The Winter Road

Home > Fantasy > The Winter Road > Page 37
The Winter Road Page 37

by Adrian Selby


  The moment wasn’t lost on me that I last landed here on the Gellessens’ wharf in a neck trap and was spat on, and now I meet Thornsen in rather more finery than I’m used to. Oh Aude, you should have seen them all at our sheds. We were all crying for I’d missed them so badly and I could tell as well how upset they were about what happened to Mosa. I could see also they thought I’d changed, and it upset them to look on me, I knew, though of course they wouldn’t say it out loud. They all asked after you and sent you their love, glad that you’re alive and have survived. They all still called me Master, though I told them Thornsen was the one deserved the title. He’s proved to be as good and canny a merchant as anyone. It was such a delight to see him and his family again.

  I followed Tusahl to Othbutter’s chamber, where she had laid out the terms under which her king would continue trading with Othbutter and the merchants of Hillfast.

  The terms were that Nazz would be given up and his operation transferred to me. Likewise I was to be given rein over rooting out corruption on the docks with the other merchants’ help. I expect you’re thinking this might have been met with some resistance, and you’d be right. Fuck them anyway, it’ll be good to see them have to work for their profit. More than that is that I hate gangers, always have, doing honest people out of coin by putting a sword to their neck, or the threat of it. Whether it’s droopers or those who want a fuck, or want to sell a fuck, you got gangers making them all miserable while they make themselves rich. I have plans for changes in that regard that’ll really get Hillfast’s rich gritching.

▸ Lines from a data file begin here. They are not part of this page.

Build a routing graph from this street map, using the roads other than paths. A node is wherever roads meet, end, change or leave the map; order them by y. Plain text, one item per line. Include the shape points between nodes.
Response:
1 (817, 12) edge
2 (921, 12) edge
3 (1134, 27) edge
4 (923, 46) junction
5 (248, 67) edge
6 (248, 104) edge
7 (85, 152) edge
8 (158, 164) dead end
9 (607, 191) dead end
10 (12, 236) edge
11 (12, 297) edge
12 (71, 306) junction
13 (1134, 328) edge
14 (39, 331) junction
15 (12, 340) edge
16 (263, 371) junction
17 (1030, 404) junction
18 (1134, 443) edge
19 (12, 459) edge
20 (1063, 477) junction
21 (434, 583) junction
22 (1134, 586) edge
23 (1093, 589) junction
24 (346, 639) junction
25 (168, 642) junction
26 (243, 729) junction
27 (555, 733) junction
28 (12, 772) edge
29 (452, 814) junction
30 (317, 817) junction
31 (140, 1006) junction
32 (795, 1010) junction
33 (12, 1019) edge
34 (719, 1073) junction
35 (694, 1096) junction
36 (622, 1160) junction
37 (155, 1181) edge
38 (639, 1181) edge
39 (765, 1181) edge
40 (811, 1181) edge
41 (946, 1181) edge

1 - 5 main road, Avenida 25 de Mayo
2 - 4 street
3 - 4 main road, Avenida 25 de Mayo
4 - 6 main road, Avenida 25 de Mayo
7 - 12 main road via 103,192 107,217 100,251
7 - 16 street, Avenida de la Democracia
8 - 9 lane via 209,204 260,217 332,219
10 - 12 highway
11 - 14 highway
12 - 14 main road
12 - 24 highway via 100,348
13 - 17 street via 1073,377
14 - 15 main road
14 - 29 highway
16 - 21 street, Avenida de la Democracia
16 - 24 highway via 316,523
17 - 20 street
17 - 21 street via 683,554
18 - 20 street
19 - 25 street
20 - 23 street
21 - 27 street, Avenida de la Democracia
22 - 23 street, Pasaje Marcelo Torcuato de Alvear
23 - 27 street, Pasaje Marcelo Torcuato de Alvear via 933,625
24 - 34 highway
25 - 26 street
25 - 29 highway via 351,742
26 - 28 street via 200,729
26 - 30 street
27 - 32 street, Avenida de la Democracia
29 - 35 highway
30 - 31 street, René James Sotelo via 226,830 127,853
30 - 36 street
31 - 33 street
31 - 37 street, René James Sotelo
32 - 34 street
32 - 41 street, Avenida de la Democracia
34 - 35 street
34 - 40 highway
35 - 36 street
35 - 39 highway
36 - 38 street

  So the soldiers that had come from Farlsgrad fetched Nazz out of his office that was in a droopjoint and tavern he owned. I waited in the street with Tusahl. His gangers didn’t have much grit about them in the face of a crew of soldiers shining with colour and ready for war. A crowd gathers of course, shutters open up all about us, including from his tavern, and whore, sailor and drooper alike cheered as he was brought out in chains, Talley and all.

  He hid his surprise well at seeing me.

  Tusahl read out for his benefit what it was he had, in her word, stolen, and what the punishment would be. He came up to me then, bit of a strut as he tried to play the crowd as he always does.

  “You tell them Othbutter was behind it all, did you? I don’t see him here in chains.”

  “Might be Ru and Three and Caryd, Salia too would have lived had you not betrayed the purse, abandoned the plan to kill Khiese. Now all this is mine, you cunt. Mine.” He was about to say something to that when his chains got pulled and he choked. Talley I had no words for.

  Soon as I could, after seeing him put on board that galley, I went to see Tarrigsen.

  He’s not well. The best plant keeps him comfortable, but he can’t walk about much, no puff in him. As long as he’s still he seems himself and like everyone else he sends you his love and Sillindar’s blessings, which he knows you’ll hate and he said it with a wink.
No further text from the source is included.